Playwright (Node.js / Python)
const { chromium } = require('playwright');
const browser = await chromium.launch({
proxy: {
server: 'socks5://proxy.yourprovider.com:SOCKS_PORT',
username: 'PROXY_USER',
password: 'PROXY_PASS',
},
args: [
'--host-resolver-rules=MAP * ~NOTFOUND, EXCLUDE proxy.yourprovider.com',
],
});
const context = await browser.newContext({
locale: 'en-US', // Match proxy geo
timezoneId: 'America/Chicago', // Match proxy geo
});
// Disable WebRTC via init script
await context.addInitScript(() => {
window.RTCPeerConnection = undefined;
window.webkitRTCPeerConnection = undefined;
window.MediaStreamTrack = undefined;
navigator.mediaDevices = undefined;
});
const page = await context.newPage();
await page.goto('https://browserleaks.com/webrtc');
Playwright's addInitScript runs before any page scripts, making it the reliable injection point.
Selenium (Python)
from selenium import webdriver
from selenium.webdriver.chrome.options import Options
opts = Options()
opts.add_argument('--headless=new')
opts.add_argument('--proxy-server=socks5://proxy.yourprovider.com:SOCKS_PORT')
opts.add_argument('--host-resolver-rules=MAP * ~NOTFOUND, EXCLUDE proxy.yourprovider.com')
# Disable WebRTC via Chrome preference
opts.add_experimental_option('prefs', {
'webrtc.ip_handling_policy': 'disable_non_proxied_udp',
'webrtc.multiple_routes_enabled': False,
'webrtc.nonproxied_udp_enabled': False,
})
driver = webdriver.Chrome(options=opts)
driver.get('https://browserleaks.com/webrtc')
Selenium supports setting Chrome preferences directly through add_experimental_option, which is a cleaner approach than JavaScript injection for this specific case. The disable_non_proxied_udp policy tells Chrome to only use UDP through the configured proxy, effectively preventing WebRTC from bypassing it.

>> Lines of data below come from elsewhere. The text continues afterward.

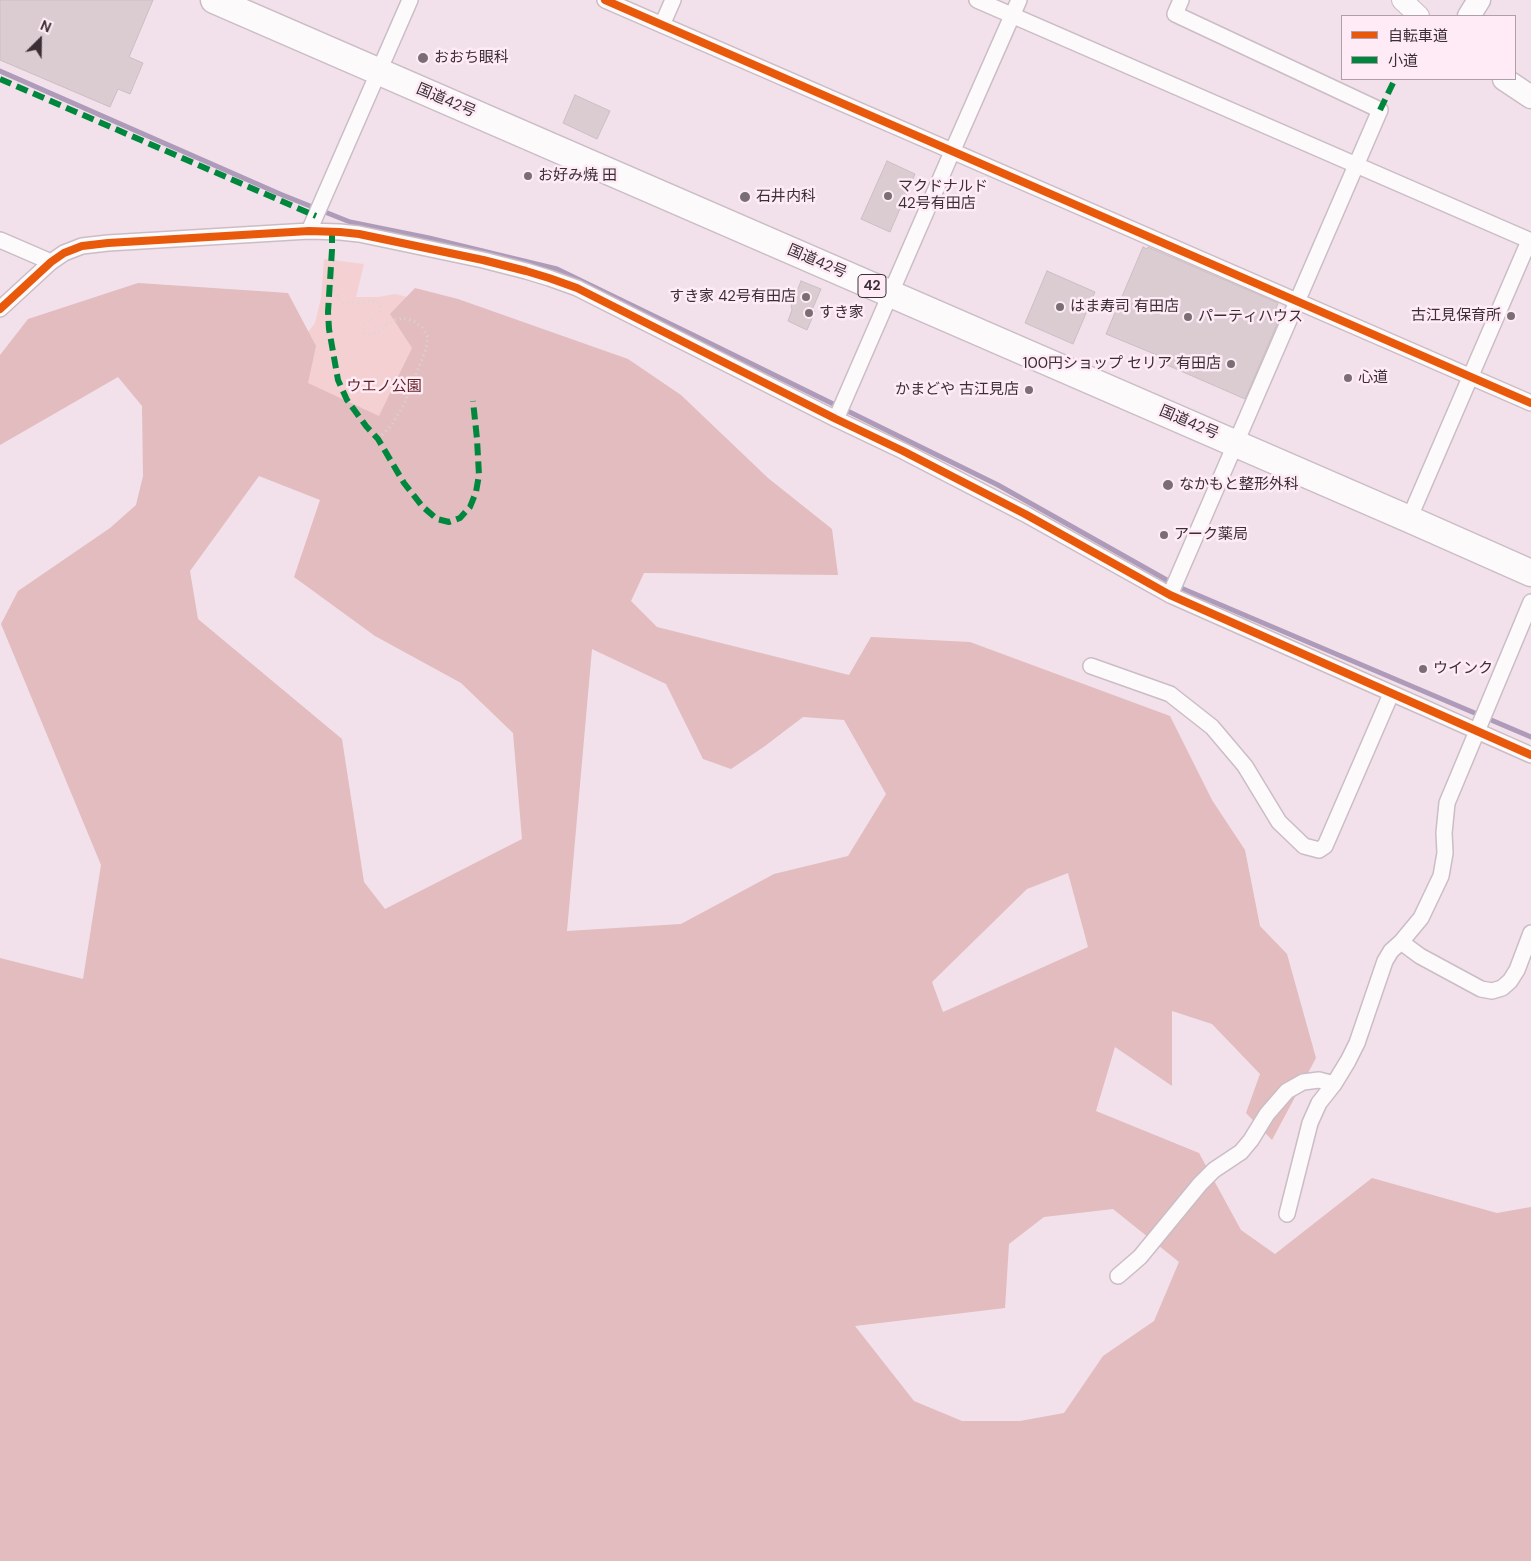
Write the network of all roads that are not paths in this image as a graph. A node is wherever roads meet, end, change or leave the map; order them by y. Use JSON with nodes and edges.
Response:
{"nodes":[{"id":1,"x":214,"y":0,"type":"edge"},
{"id":2,"x":410,"y":0,"type":"edge"},
{"id":3,"x":605,"y":0,"type":"edge"},
{"id":4,"x":673,"y":0,"type":"edge"},
{"id":5,"x":977,"y":0,"type":"edge"},
{"id":6,"x":1019,"y":0,"type":"edge"},
{"id":7,"x":1181,"y":0,"type":"edge"},
{"id":8,"x":1402,"y":0,"type":"edge"},
{"id":9,"x":1480,"y":0,"type":"edge"},
{"id":10,"x":1013,"y":15,"type":"junction"},
{"id":11,"x":1417,"y":15,"type":"edge"},
{"id":12,"x":1470,"y":15,"type":"edge"},
{"id":13,"x":662,"y":25,"type":"junction"},
{"id":14,"x":379,"y":72,"type":"junction"},
{"id":15,"x":1505,"y":80,"type":"edge"},
{"id":16,"x":1531,"y":98,"type":"edge"},
{"id":17,"x":952,"y":152,"type":"junction"},
{"id":18,"x":1357,"y":166,"type":"junction"},
{"id":19,"x":309,"y":231,"type":"junction"},
{"id":20,"x":0,"y":240,"type":"edge"},
{"id":21,"x":1530,"y":241,"type":"edge"},
{"id":22,"x":51,"y":262,"type":"junction"},
{"id":23,"x":890,"y":294,"type":"junction"},
{"id":24,"x":1298,"y":302,"type":"junction"},
{"id":25,"x":0,"y":309,"type":"edge"},
{"id":26,"x":1470,"y":377,"type":"junction"},
{"id":27,"x":1531,"y":403,"type":"edge"},
{"id":28,"x":836,"y":419,"type":"junction"},
{"id":29,"x":1236,"y":444,"type":"junction"},
{"id":30,"x":1409,"y":519,"type":"junction"},
{"id":31,"x":1531,"y":573,"type":"edge"},
{"id":32,"x":1170,"y":596,"type":"junction"},
{"id":33,"x":1531,"y":602,"type":"edge"},
{"id":34,"x":1091,"y":666,"type":"dead end"},
{"id":35,"x":1391,"y":694,"type":"junction"},
{"id":36,"x":1476,"y":731,"type":"junction"},
{"id":37,"x":1531,"y":755,"type":"edge"},
{"id":38,"x":1531,"y":933,"type":"edge"},
{"id":39,"x":1401,"y":942,"type":"junction"},
{"id":40,"x":1334,"y":1084,"type":"junction"},
{"id":41,"x":1287,"y":1214,"type":"dead end"},
{"id":42,"x":1118,"y":1276,"type":"dead end"}],
"edges":[{"from":1,"to":14,"type":"highway","name":"国道42号","number":"42"},
{"from":2,"to":14,"type":"street"},
{"from":3,"to":13,"type":"street"},
{"from":4,"to":13,"type":"street"},
{"from":5,"to":10,"type":"street"},
{"from":6,"to":10,"type":"street"},
{"from":7,"to":18,"type":"street"},
{"from":8,"to":11,"type":"main road"},
{"from":9,"to":12,"type":"main road"},
{"from":10,"to":17,"type":"street"},
{"from":10,"to":18,"type":"street"},
{"from":13,"to":17,"type":"street"},
{"from":14,"to":19,"type":"street"},
{"from":14,"to":23,"type":"highway","name":"国道42号","number":"42"},
{"from":15,"to":16,"type":"main road"},
{"from":17,"to":23,"type":"street"},
{"from":17,"to":24,"type":"street"},
{"from":18,"to":21,"type":"street"},
{"from":18,"to":24,"type":"street"},
{"from":19,"to":22,"type":"street"},
{"from":19,"to":28,"type":"street"},
{"from":20,"to":22,"type":"street"},
{"from":21,"to":26,"type":"street"},
{"from":22,"to":25,"type":"street"},
{"from":23,"to":28,"type":"street"},
{"from":23,"to":29,"type":"highway","name":"国道42号","number":"42"},
{"from":24,"to":26,"type":"street"},
{"from":24,"to":29,"type":"street"},
{"from":26,"to":27,"type":"street"},
{"from":26,"to":30,"type":"street"},
{"from":28,"to":32,"type":"street"},
{"from":29,"to":30,"type":"highway","name":"国道42号","number":"42"},
{"from":29,"to":32,"type":"street"},
{"from":30,"to":31,"type":"highway","name":"国道42号","number":"42"},
{"from":32,"to":35,"type":"street"},
{"from":33,"to":36,"type":"street"},
{"from":34,"to":35,"type":"street"},
{"from":35,"to":36,"type":"street"},
{"from":36,"to":37,"type":"street"},
{"from":36,"to":39,"type":"street"},
{"from":38,"to":39,"type":"street"},
{"from":39,"to":40,"type":"street"},
{"from":40,"to":41,"type":"street"},
{"from":40,"to":42,"type":"street"}]}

Python requests / curl_cffi (No Browser)
If your scraper uses Python's requests library or curl_cffi without a browser, WebRTC is not a concern — these HTTP clients have no WebRTC stack. But you still need to ensure DNS goes through the proxy:
import curl_cffi.requests
session = curl_cffi.requests.Session(impersonate="chrome136")
response = session.get(
"https://api.ipify.org?format=json",
proxies={
"http": "socks5h://USER:PASS@proxy.yourprovider.com:SOCKS_PORT",
"https": "socks5h://USER:PASS@proxy.yourprovider.com:SOCKS_PORT",
},
)
print(response.json())
curl_cffi replicates browser TLS/JA3 and HTTP/2 fingerprints — it presents a genuine Chrome TLS handshake to the target server rather than the default Python client fingerprint, which many anti-bot systems flag immediately. Use the impersonate parameter to match a specific browser version. The library supports versions up to Chrome 142 as of early 2026.
Fingerprint Consistency
Disabling WebRTC stops your real IP from leaking. But if the rest of your request fingerprint contradicts the proxy IP's geography or device profile, anti-bot systems will still flag the mismatch — not as a leak, but as an anomaly. These signals need to be internally consistent:
| Signal | What to Match | How |
|---|---|---|
| Timezone | Must match proxy IP geolocation | Playwright: timezoneId in context. Puppeteer: --timezone=America/Chicago
|
| Locale / Accept-Language | Must match proxy IP country | Set Accept-Language: en-US,en;q=0.9 for US proxies |
| User-Agent | Must match a real, current browser version | Use the same version string as your curl_cffi impersonate target or your Chromium binary |
| Screen resolution | Must be a real device resolution | Playwright: viewport in context. Avoid exotic sizes like 1x1 |
| TLS fingerprint (JA3) | Must match the claimed User-Agent browser |
curl_cffi handles this automatically. For headless browsers, use a current Chromium build |
| WebGL renderer | Should not reveal a headless-only GPU string | Headless Chromium defaults to SwiftShader, which anti-bot systems associate with automated browsers. Launch with --use-gl=angle --use-angle=swiftshader-webgl so the renderer string matches what a normal desktop Chrome would report. If the target still misclassifies your traffic, consider running headed Chromium inside an Xvfb virtual display instead. |
The most common mistake: using a US residential proxy IP while the browser's timezone is set to UTC and the Accept-Language header says zh-CN. Each mismatch is a detection signal. Keep them coherent.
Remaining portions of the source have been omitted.